As little kids we rarely think about the future. Then, from adolescence through young adulthood, we are obsessed with it. Adults strive to make their own future as happy and secure as possible. Old folks increasingly dread it. Predictions are important.
At least in this culture. My probably simplistic images of other societies goes something like this: tribal and what used to be called primitive societies are fully engaged in each present moment – all past and future is equally vague “dream time.” Some cultures such as the Egyptians believed that all time was like the present – eternally the same. Buddhists believed in a great wheel, changing but repeating forever. Chinese time floated along like misty clouds and mountains, eternal but transient. And modern Europeans believed in an arrow of progress – even in religion – where actions in the present could determine the future.
The “arrow predictors” have won, at least in this industrializing era.
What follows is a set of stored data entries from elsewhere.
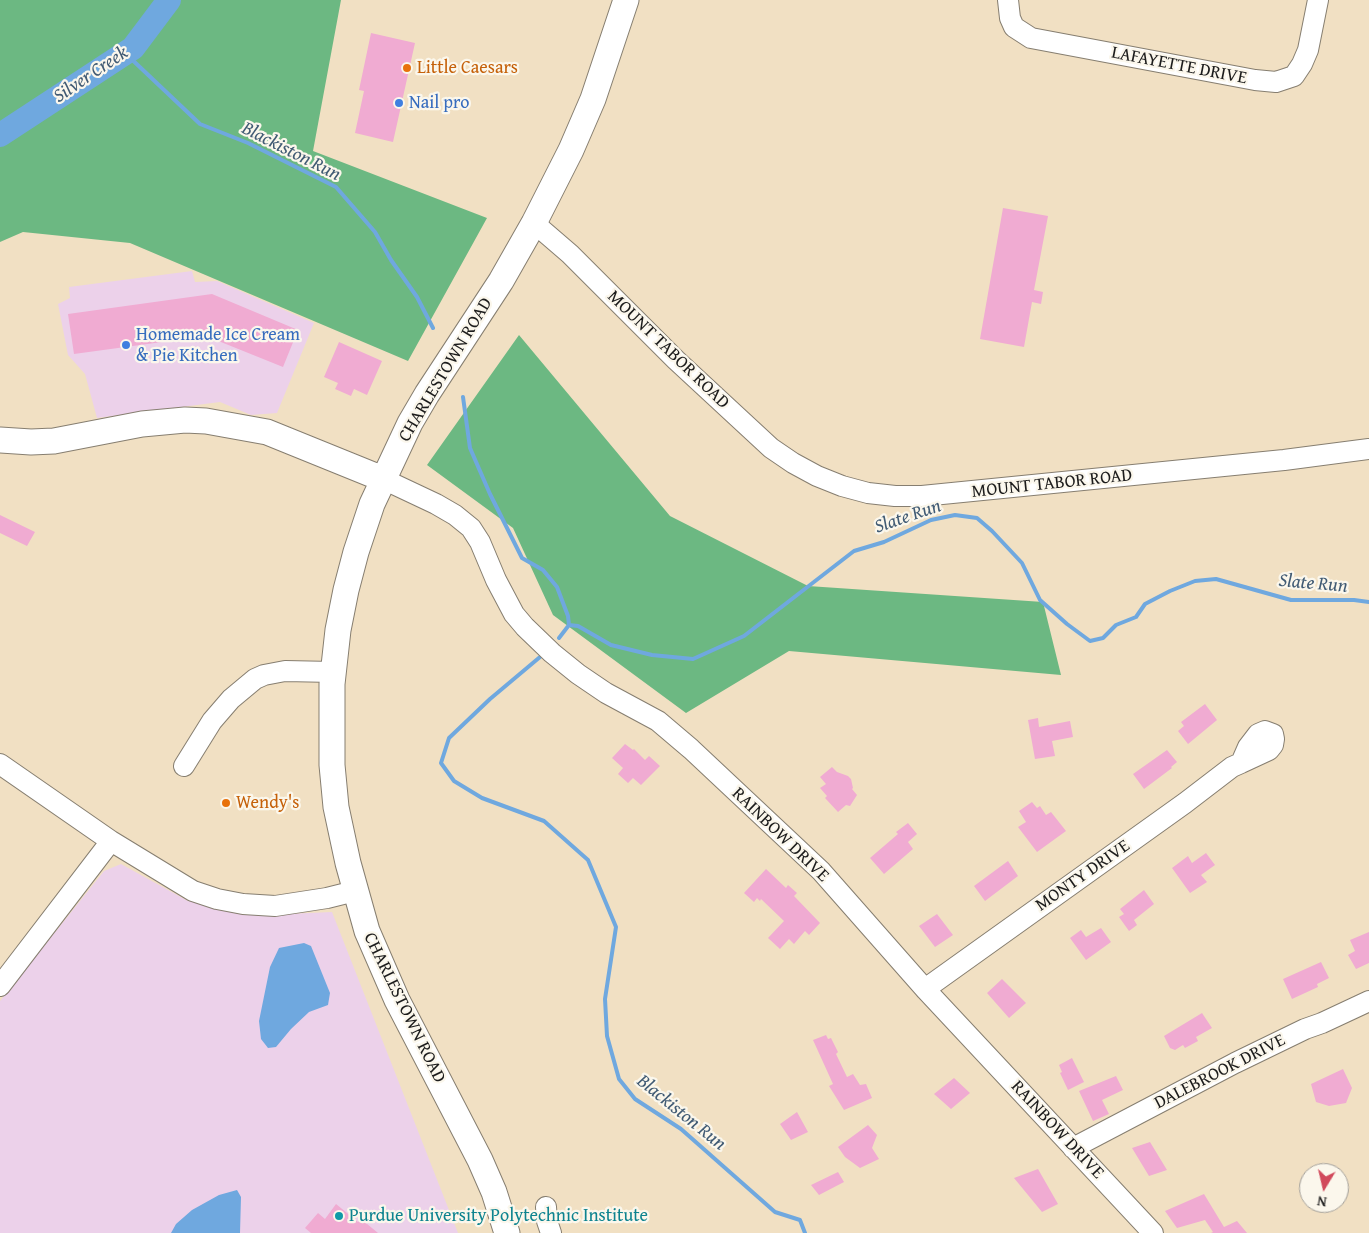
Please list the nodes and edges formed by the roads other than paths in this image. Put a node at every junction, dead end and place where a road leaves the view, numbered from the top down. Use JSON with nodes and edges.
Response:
{"nodes":[{"id":1,"x":626,"y":0,"type":"edge"},
{"id":2,"x":1008,"y":0,"type":"edge"},
{"id":3,"x":1318,"y":0,"type":"edge"},
{"id":4,"x":534,"y":223,"type":"junction"},
{"id":5,"x":0,"y":440,"type":"edge"},
{"id":6,"x":1369,"y":449,"type":"edge"},
{"id":7,"x":383,"y":479,"type":"junction"},
{"id":8,"x":333,"y":672,"type":"junction"},
{"id":9,"x":0,"y":764,"type":"edge"},
{"id":10,"x":1241,"y":764,"type":"dead end"},
{"id":11,"x":184,"y":766,"type":"dead end"},
{"id":12,"x":111,"y":842,"type":"junction"},
{"id":13,"x":355,"y":891,"type":"junction"},
{"id":14,"x":0,"y":986,"type":"edge"},
{"id":15,"x":925,"y":989,"type":"junction"},
{"id":16,"x":1369,"y":1001,"type":"edge"},
{"id":17,"x":1073,"y":1148,"type":"junction"},
{"id":18,"x":546,"y":1207,"type":"dead end"},
{"id":19,"x":507,"y":1233,"type":"edge"},
{"id":20,"x":551,"y":1233,"type":"edge"},
{"id":21,"x":1152,"y":1233,"type":"edge"}],
"edges":[{"from":1,"to":4,"type":"main road","name":"CHARLESTOWN ROAD"},
{"from":2,"to":3,"type":"street","name":"LAFAYETTE DRIVE"},
{"from":4,"to":6,"type":"street","name":"MOUNT TABOR ROAD"},
{"from":4,"to":7,"type":"main road","name":"CHARLESTOWN ROAD"},
{"from":5,"to":7,"type":"main road"},
{"from":7,"to":8,"type":"main road","name":"CHARLESTOWN ROAD"},
{"from":7,"to":15,"type":"street","name":"RAINBOW DRIVE"},
{"from":8,"to":11,"type":"street"},
{"from":8,"to":13,"type":"main road","name":"CHARLESTOWN ROAD"},
{"from":9,"to":12,"type":"street"},
{"from":10,"to":15,"type":"street","name":"MONTY DRIVE"},
{"from":12,"to":13,"type":"street"},
{"from":12,"to":14,"type":"street"},
{"from":13,"to":19,"type":"main road","name":"CHARLESTOWN ROAD"},
{"from":15,"to":17,"type":"street","name":"RAINBOW DRIVE"},
{"from":16,"to":17,"type":"street","name":"DALEBROOK DRIVE"},
{"from":17,"to":21,"type":"street","name":"RAINBOW DRIVE"},
{"from":18,"to":20,"type":"street"}]}
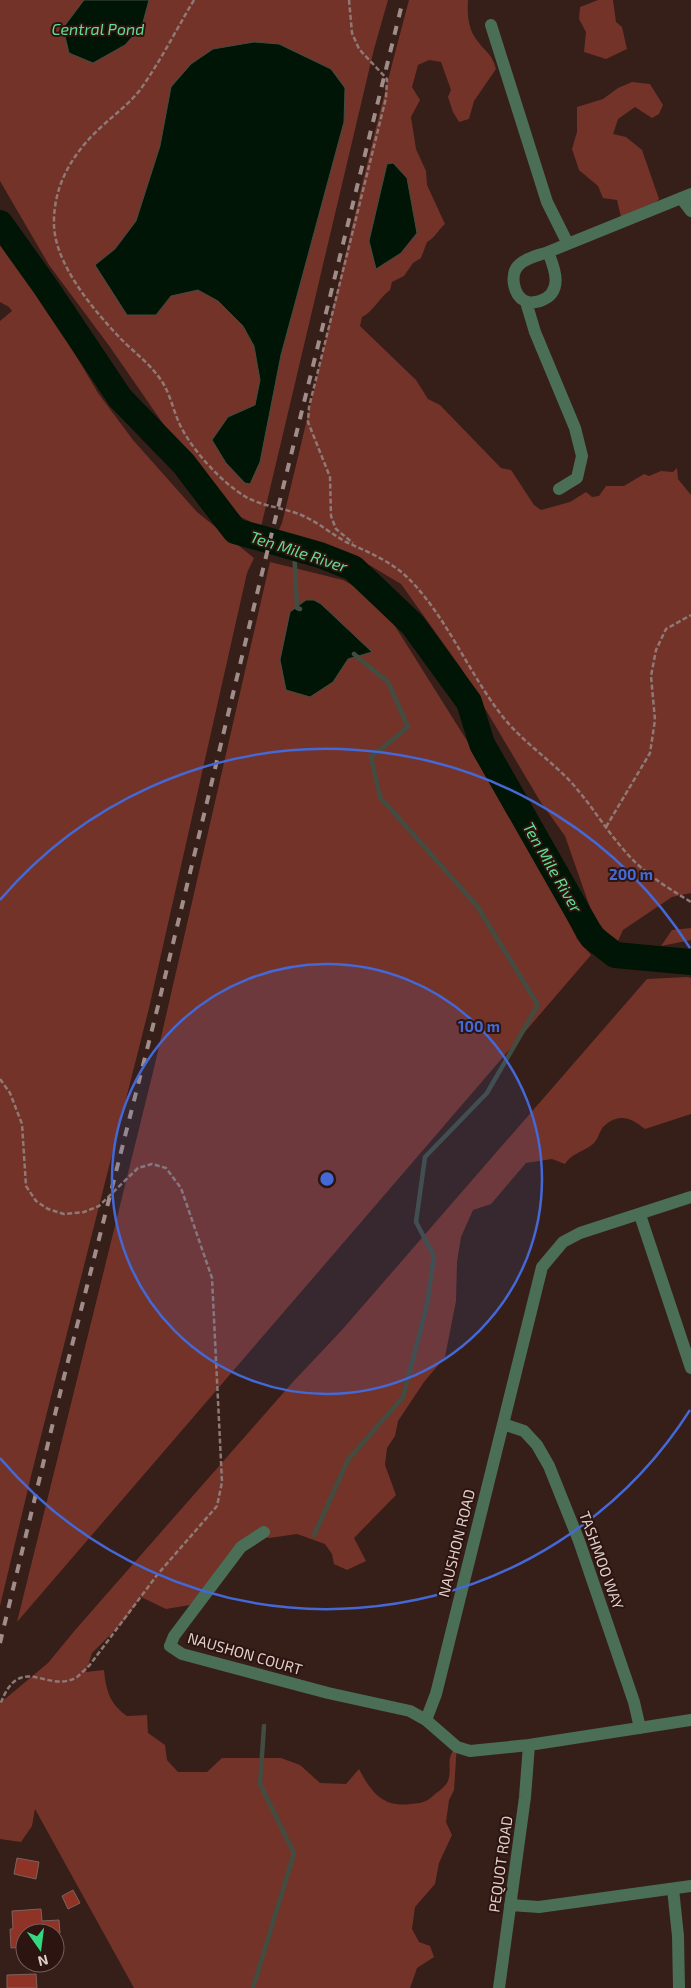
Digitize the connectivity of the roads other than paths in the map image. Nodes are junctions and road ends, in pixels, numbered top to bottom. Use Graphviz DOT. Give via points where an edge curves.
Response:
graph roads {
  1 [pos="491,25"];
  2 [pos="686,196"];
  3 [pos="691,211"];
  4 [pos="568,244"];
  5 [pos="548,252"];
  6 [pos="526,302"];
  7 [pos="559,489"];
  8 [pos="691,1197"];
  9 [pos="640,1215"];
  10 [pos="691,1368"];
  11 [pos="503,1424"];
  12 [pos="264,1532"];
  13 [pos="426,1720"];
  14 [pos="691,1720"];
  15 [pos="640,1728"];
  16 [pos="529,1745"];
  17 [pos="691,1886"];
  18 [pos="673,1889"];
  19 [pos="510,1905"];
  20 [pos="498,1988"];
  21 [pos="679,1988"];
  1 -- 4 [label="street" via="547,202"];
  2 -- 3 [label="street"];
  2 -- 4 [label="street"];
  4 -- 5 [label="street"];
  5 -- 6 [label="street" via="556,270 552,293 539,301"];
  5 -- 6 [label="street" via="520,264 514,273 515,288"];
  6 -- 7 [label="street" via="575,428 582,456 577,478"];
  8 -- 9 [label="street, NAUSHON ROAD"];
  9 -- 10 [label="street"];
  9 -- 11 [label="street, NAUSHON ROAD" via="580,1233 563,1242 542,1267"];
  11 -- 13 [label="street, NAUSHON ROAD" via="436,1694"];
  11 -- 15 [label="street, TASHMOO WAY" via="524,1431 549,1466 579,1541"];
  12 -- 13 [label="street, NAUSHON COURT" via="241,1547 174,1636 170,1646 182,1654 410,1711"];
  13 -- 16 [label="street" via="457,1747 470,1752"];
  14 -- 15 [label="street"];
  15 -- 16 [label="street"];
  16 -- 19 [label="street, PEQUOT ROAD"];
  17 -- 18 [label="street"];
  18 -- 19 [label="street" via="539,1907"];
  18 -- 21 [label="street"];
  19 -- 20 [label="street, PEQUOT ROAD"];
}
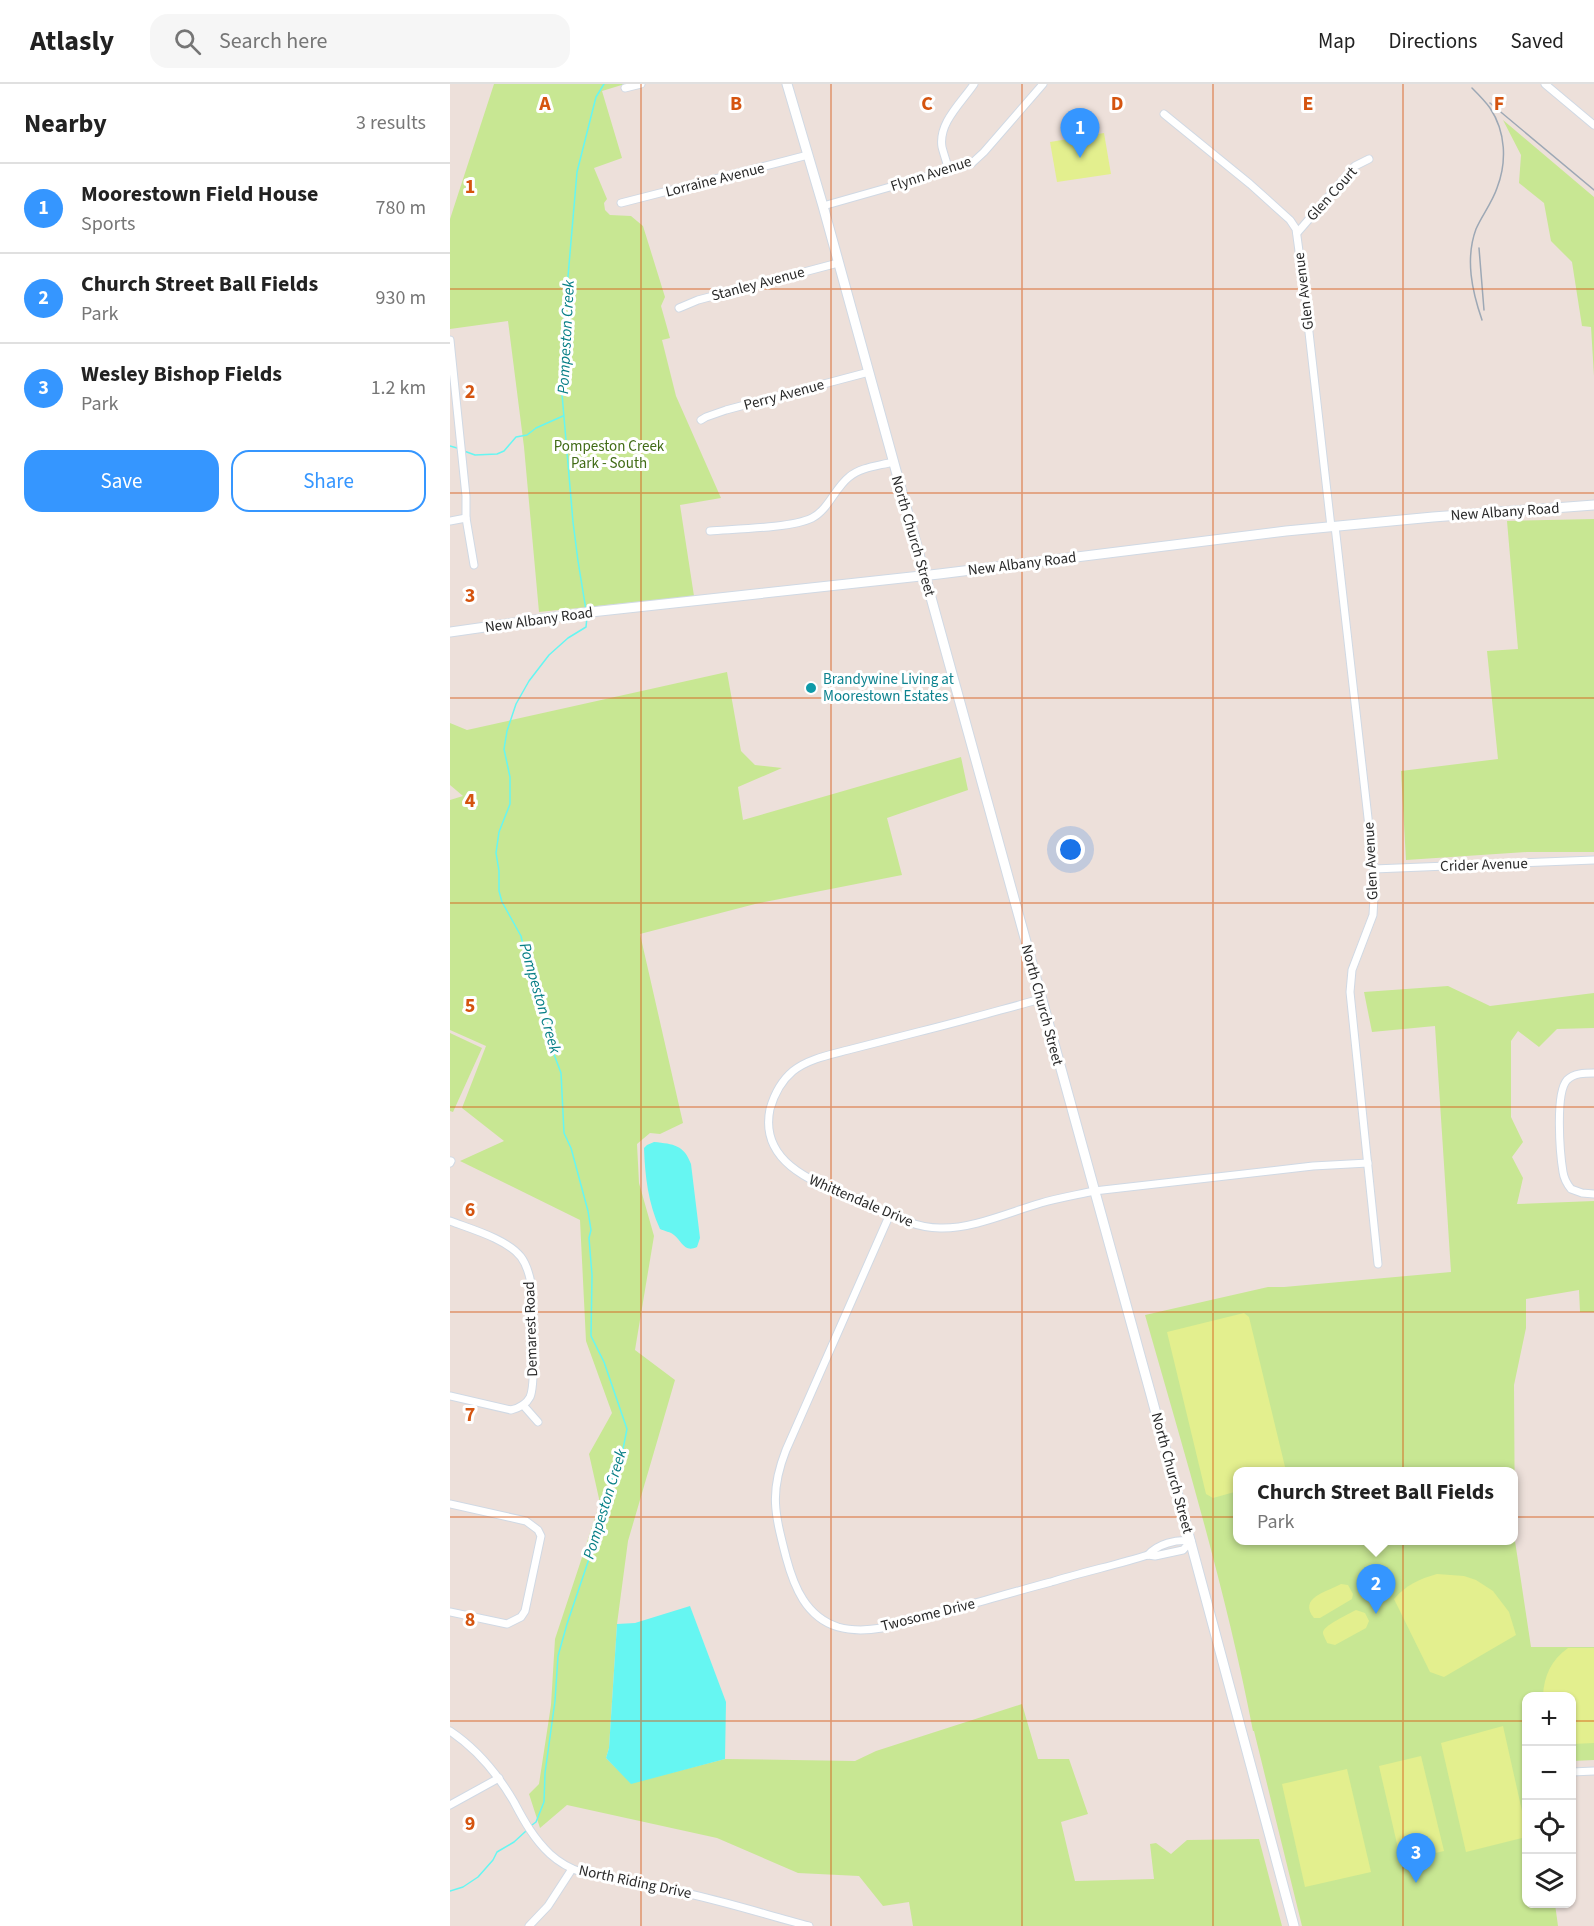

Those who figured things out and applied their ideas changed the world. Caring about the future, consequence, and planning have now turned into religious visions.
Like other religious visions,these have also rapidly fragmented. So now we have predictions good and bad. Unfortunately often shaping our lives into fantasy as we are informed by various “experts” about what the future holds in store.
We are just as blind about what will come as any homo sapiens ever was. We still only inhabit the moment. The predictions of our shaman equivalents – ” experts” – are just as unlikely and irrelevant as dream interpretations ever were.